Work to complete — Set out the records below again exactly; skip the images.

Collected data —
|---|
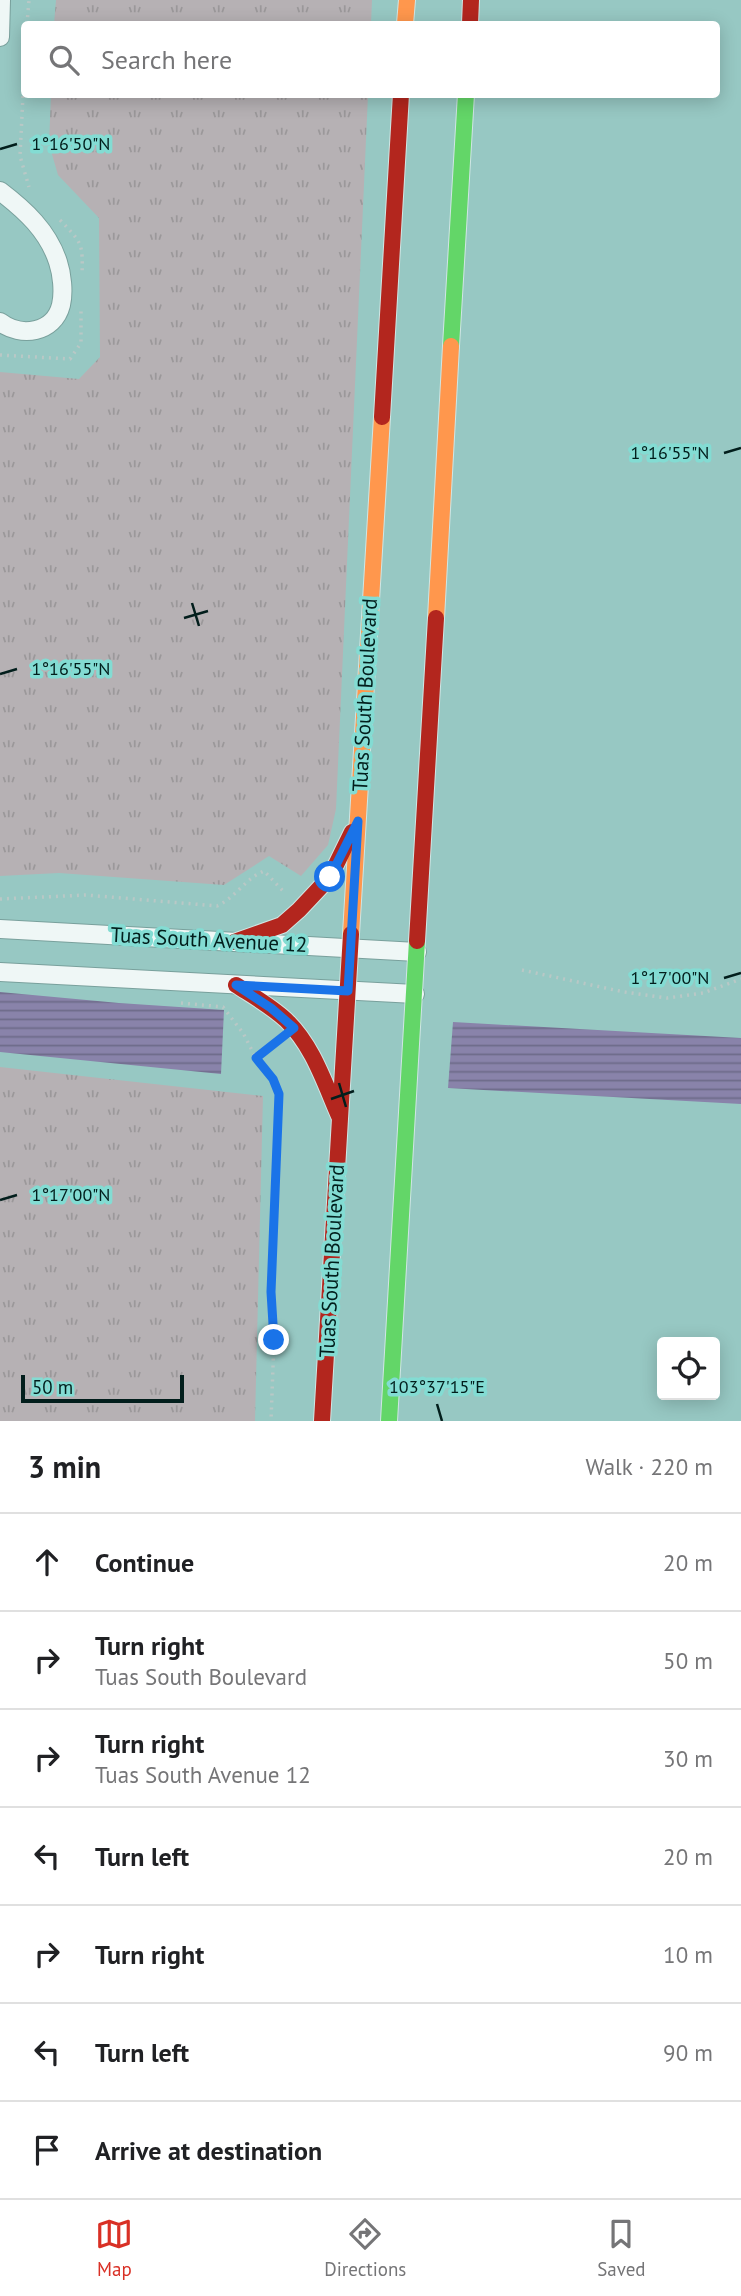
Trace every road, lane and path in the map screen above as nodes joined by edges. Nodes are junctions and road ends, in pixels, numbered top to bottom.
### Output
1 (1, 0) edge
2 (29, 0) edge
3 (407, 0) edge
4 (471, 0) edge
5 (27, 21) edge
6 (405, 21) edge
7 (470, 21) edge
8 (0, 37) edge
9 (401, 98) edge
10 (466, 98) edge
11 (0, 191) edge
12 (0, 322) edge
13 (358, 821) junction
14 (0, 899) edge
15 (299, 910) junction
16 (0, 929) edge
17 (234, 942) junction
18 (350, 948) junction
19 (417, 952) junction
20 (522, 970) dead end
21 (0, 972) edge
22 (741, 979) edge
23 (236, 985) junction
24 (348, 991) junction
25 (415, 995) junction
26 (173, 1003) dead end
27 (294, 1028) junction
28 (256, 1058) junction
29 (340, 1118) junction
30 (271, 1421) edge
31 (322, 1421) edge
32 (388, 1421) edge

1 - 8 street
2 - 5 path
3 - 6 main road
4 - 7 main road
9 - 13 main road, Tuas South Boulevard
10 - 19 main road
11 - 12 street
13 - 15 main road
13 - 18 main road, Tuas South Boulevard
14 - 15 path
15 - 17 main road
16 - 17 street, Tuas South Avenue 12
17 - 18 street, Tuas South Avenue 12
18 - 19 street, Tuas South Avenue 12
18 - 24 main road, Tuas South Boulevard
19 - 25 main road
20 - 22 path
21 - 23 street, Tuas South Avenue 12
23 - 24 street, Tuas South Avenue 12
23 - 27 main road
24 - 25 street, Tuas South Avenue 12
24 - 29 main road, Tuas South Boulevard
25 - 32 main road
26 - 28 path
27 - 28 path
27 - 29 main road
28 - 30 path
29 - 31 main road, Tuas South Boulevard

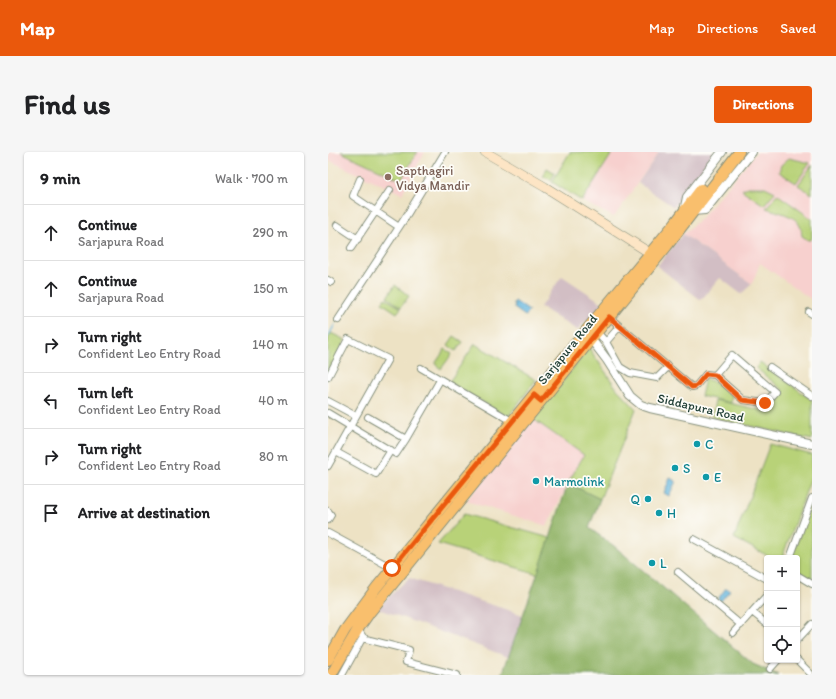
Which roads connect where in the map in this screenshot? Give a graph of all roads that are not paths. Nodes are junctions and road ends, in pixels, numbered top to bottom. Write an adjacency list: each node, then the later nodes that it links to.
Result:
1 (445, 152): 13 (street)
2 (485, 152): 16 (main road)
3 (722, 152): 10 (street)
4 (731, 152): 10 (main road)
5 (739, 152): 10 (main road)
6 (747, 152): 10 (street)
7 (752, 152): 10 (street)
8 (360, 179): 11 (street)
9 (390, 190): 11 (street)
10 (691, 210): 16 (main road, Sarjapura Road); 18 (main road, Sarjapura Road)
11 (376, 211): 13 (street); 14 (street)
12 (337, 225): 14 (street)
13 (399, 227): 17 (street)
14 (358, 239): 15 (street)
15 (351, 248)
16 (650, 253): 27 (main road, Sarjapura Road)
17 (338, 320)
18 (614, 322): 19 (main road, Sarjapura Road); 21 (street)
19 (599, 338): 21 (street); 27 (main road, Sarjapura Road); 35 (street, Siddapura Road)
20 (770, 366): 26 (street)
21 (668, 367): 23 (street)
22 (421, 368): 25 (street)
23 (715, 375): 23 (street)
24 (328, 377): 30 (street)
25 (440, 380): 32 (street); 34 (street)
26 (812, 396)
27 (537, 398): 32 (main road, Sarjapura Road); 55 (main road, Sarjapura Road)
28 (328, 401): 30 (street)
29 (328, 413): 33 (street)
30 (356, 416): 33 (street)
31 (368, 418): 34 (street)
32 (512, 421): 45 (main road, Sarjapura Road)
33 (350, 426): 36 (street); 37 (street)
34 (406, 439): 36 (street)
35 (812, 444)
36 (391, 450): 37 (street)
37 (336, 452): 38 (street)
38 (328, 466)
39 (812, 498): 44 (street)
40 (328, 511): 41 (street)
41 (328, 520)
42 (328, 533): 45 (street)
43 (694, 539): 47 (street)
44 (791, 555)
45 (392, 568): 58 (main road, Sarjapura Road)
46 (678, 572): 53 (street)
47 (764, 577)
48 (800, 577): 49 (street)
49 (812, 584)
50 (764, 598): 51 (street)
51 (752, 612): 52 (street); 53 (street)
52 (764, 622)
53 (741, 625): 56 (street)
54 (811, 628): 57 (street)
55 (360, 633): 63 (main road, Sarjapura Road); 64 (street); 65 (street)
56 (733, 633)
57 (800, 637)
58 (328, 660)
59 (775, 663): 61 (street)
60 (800, 663): 62 (street)
61 (770, 669)
62 (810, 673)
63 (331, 675)
64 (342, 675)
65 (457, 675)

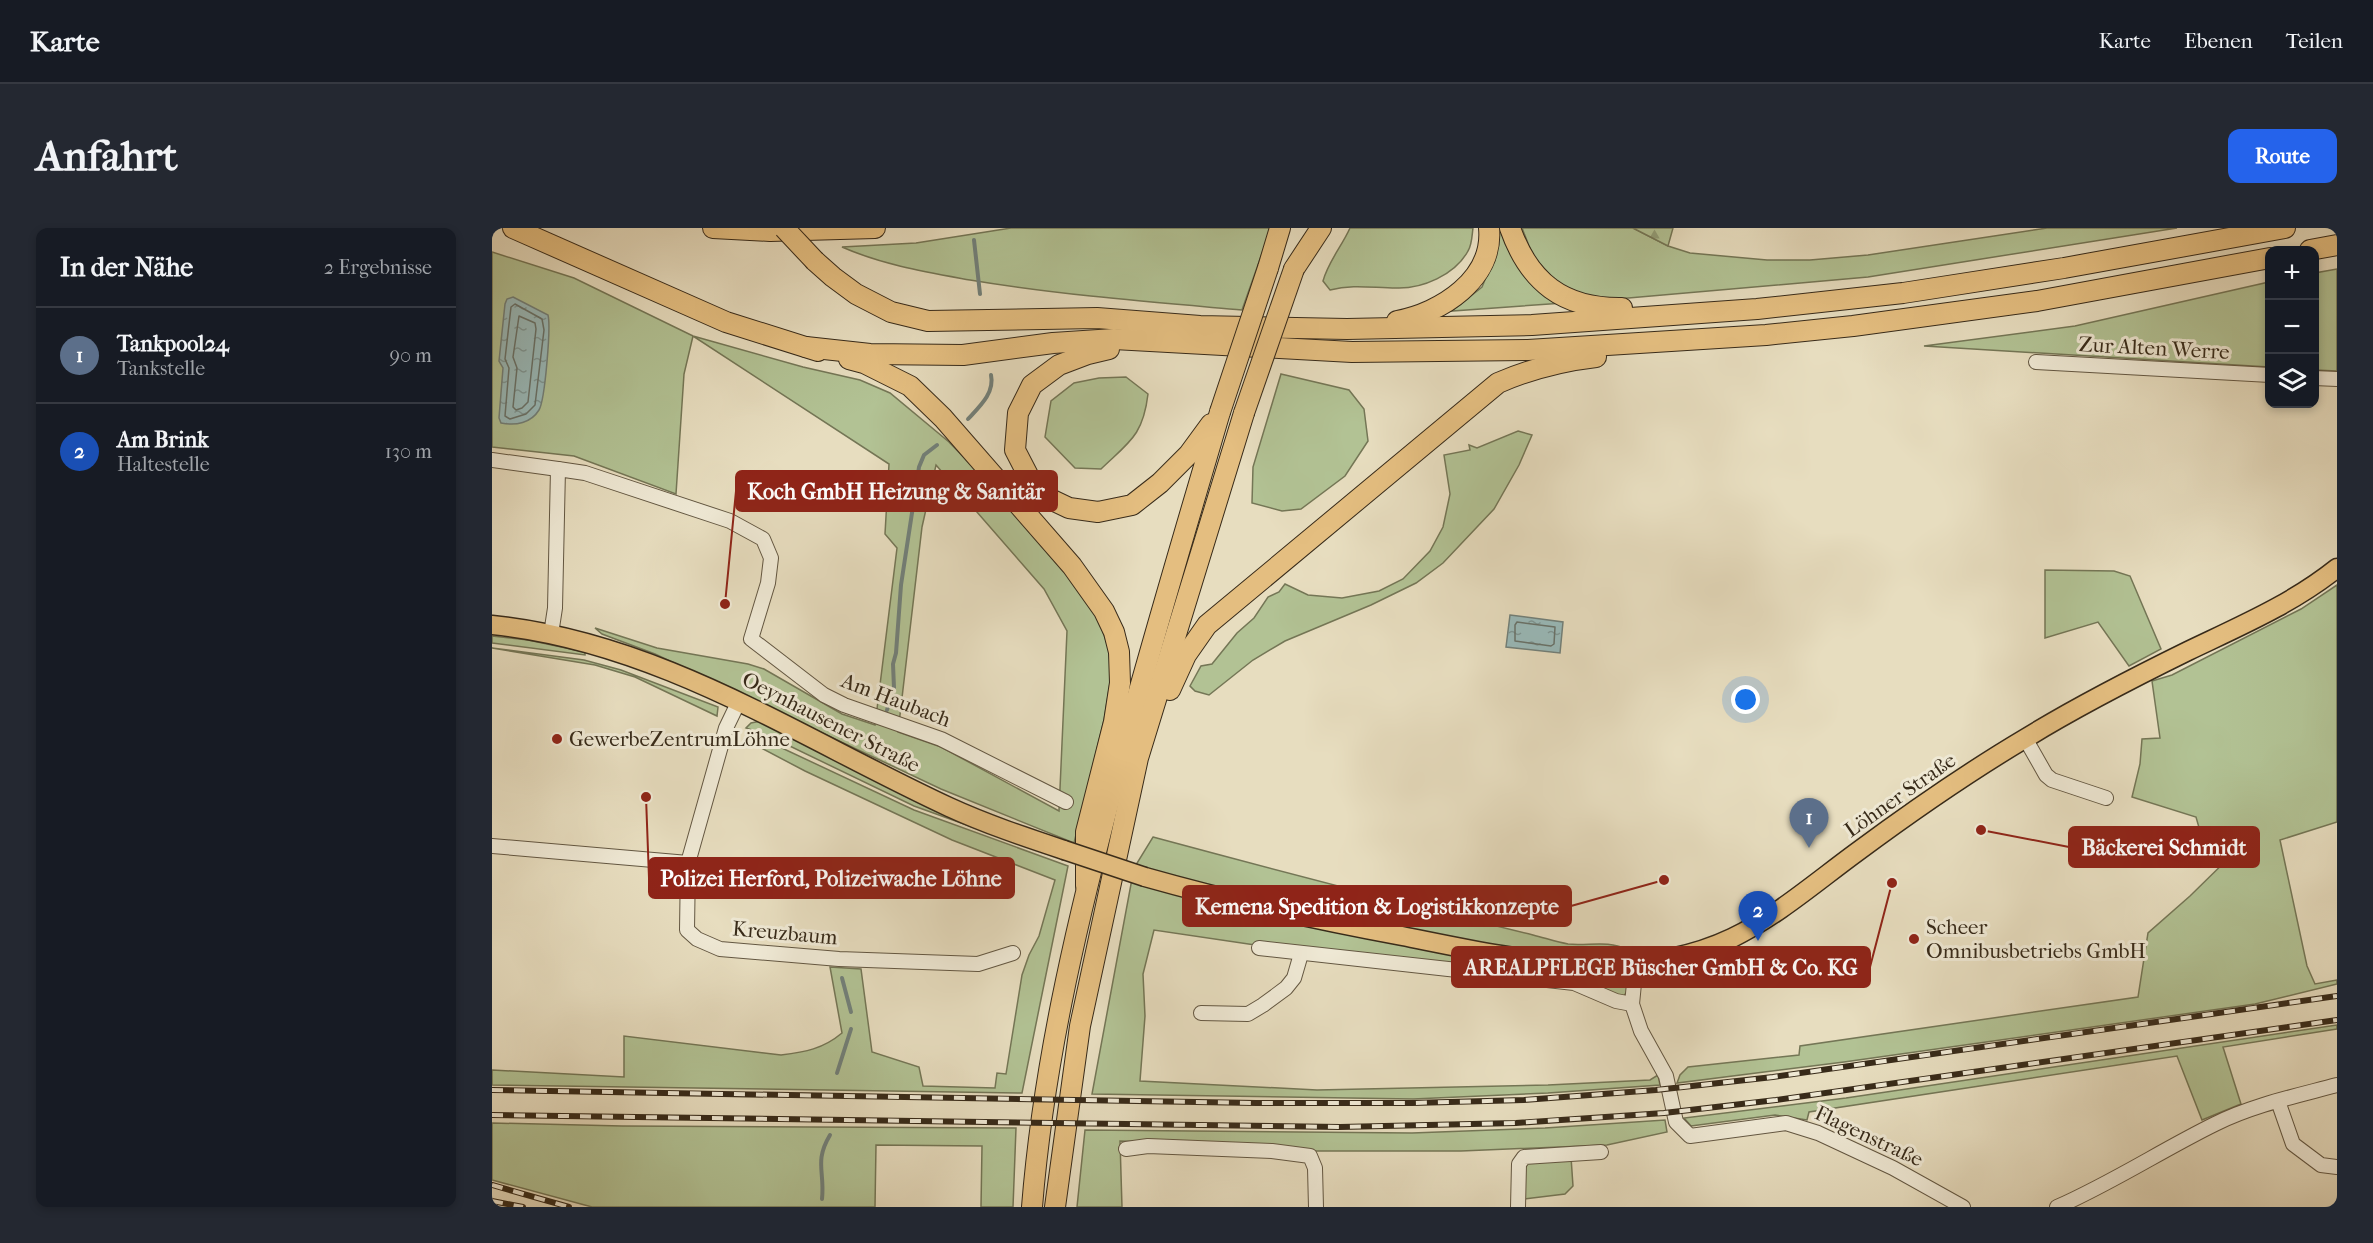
|---|
Task result —
Trace every road, lane and path in the map screen above as nodes joined by edges. Nodes are junctions and road ends, in pixels, numbered top to bottom.
### Output
1 (1, 0) edge
2 (29, 0) edge
3 (407, 0) edge
4 (471, 0) edge
5 (27, 21) edge
6 (405, 21) edge
7 (470, 21) edge
8 (0, 37) edge
9 (401, 98) edge
10 (466, 98) edge
11 (0, 191) edge
12 (0, 322) edge
13 (358, 821) junction
14 (0, 899) edge
15 (299, 910) junction
16 (0, 929) edge
17 (234, 942) junction
18 (350, 948) junction
19 (417, 952) junction
20 (522, 970) dead end
21 (0, 972) edge
22 (741, 979) edge
23 (236, 985) junction
24 (348, 991) junction
25 (415, 995) junction
26 (173, 1003) dead end
27 (294, 1028) junction
28 (256, 1058) junction
29 (340, 1118) junction
30 (271, 1421) edge
31 (322, 1421) edge
32 (388, 1421) edge

1 - 8 street
2 - 5 path
3 - 6 main road
4 - 7 main road
9 - 13 main road, Tuas South Boulevard
10 - 19 main road
11 - 12 street
13 - 15 main road
13 - 18 main road, Tuas South Boulevard
14 - 15 path
15 - 17 main road
16 - 17 street, Tuas South Avenue 12
17 - 18 street, Tuas South Avenue 12
18 - 19 street, Tuas South Avenue 12
18 - 24 main road, Tuas South Boulevard
19 - 25 main road
20 - 22 path
21 - 23 street, Tuas South Avenue 12
23 - 24 street, Tuas South Avenue 12
23 - 27 main road
24 - 25 street, Tuas South Avenue 12
24 - 29 main road, Tuas South Boulevard
25 - 32 main road
26 - 28 path
27 - 28 path
27 - 29 main road
28 - 30 path
29 - 31 main road, Tuas South Boulevard

Which roads connect where in the map in this screenshot? Give a graph of all roads that are not paths. Nodes are junctions and road ends, in pixels, numbered top to bottom. Write an adjacency list: each node, then the later nodes that it links to.
Result:
1 (445, 152): 13 (street)
2 (485, 152): 16 (main road)
3 (722, 152): 10 (street)
4 (731, 152): 10 (main road)
5 (739, 152): 10 (main road)
6 (747, 152): 10 (street)
7 (752, 152): 10 (street)
8 (360, 179): 11 (street)
9 (390, 190): 11 (street)
10 (691, 210): 16 (main road, Sarjapura Road); 18 (main road, Sarjapura Road)
11 (376, 211): 13 (street); 14 (street)
12 (337, 225): 14 (street)
13 (399, 227): 17 (street)
14 (358, 239): 15 (street)
15 (351, 248)
16 (650, 253): 27 (main road, Sarjapura Road)
17 (338, 320)
18 (614, 322): 19 (main road, Sarjapura Road); 21 (street)
19 (599, 338): 21 (street); 27 (main road, Sarjapura Road); 35 (street, Siddapura Road)
20 (770, 366): 26 (street)
21 (668, 367): 23 (street)
22 (421, 368): 25 (street)
23 (715, 375): 23 (street)
24 (328, 377): 30 (street)
25 (440, 380): 32 (street); 34 (street)
26 (812, 396)
27 (537, 398): 32 (main road, Sarjapura Road); 55 (main road, Sarjapura Road)
28 (328, 401): 30 (street)
29 (328, 413): 33 (street)
30 (356, 416): 33 (street)
31 (368, 418): 34 (street)
32 (512, 421): 45 (main road, Sarjapura Road)
33 (350, 426): 36 (street); 37 (street)
34 (406, 439): 36 (street)
35 (812, 444)
36 (391, 450): 37 (street)
37 (336, 452): 38 (street)
38 (328, 466)
39 (812, 498): 44 (street)
40 (328, 511): 41 (street)
41 (328, 520)
42 (328, 533): 45 (street)
43 (694, 539): 47 (street)
44 (791, 555)
45 (392, 568): 58 (main road, Sarjapura Road)
46 (678, 572): 53 (street)
47 (764, 577)
48 (800, 577): 49 (street)
49 (812, 584)
50 (764, 598): 51 (street)
51 (752, 612): 52 (street); 53 (street)
52 (764, 622)
53 (741, 625): 56 (street)
54 (811, 628): 57 (street)
55 (360, 633): 63 (main road, Sarjapura Road); 64 (street); 65 (street)
56 (733, 633)
57 (800, 637)
58 (328, 660)
59 (775, 663): 61 (street)
60 (800, 663): 62 (street)
61 (770, 669)
62 (810, 673)
63 (331, 675)
64 (342, 675)
65 (457, 675)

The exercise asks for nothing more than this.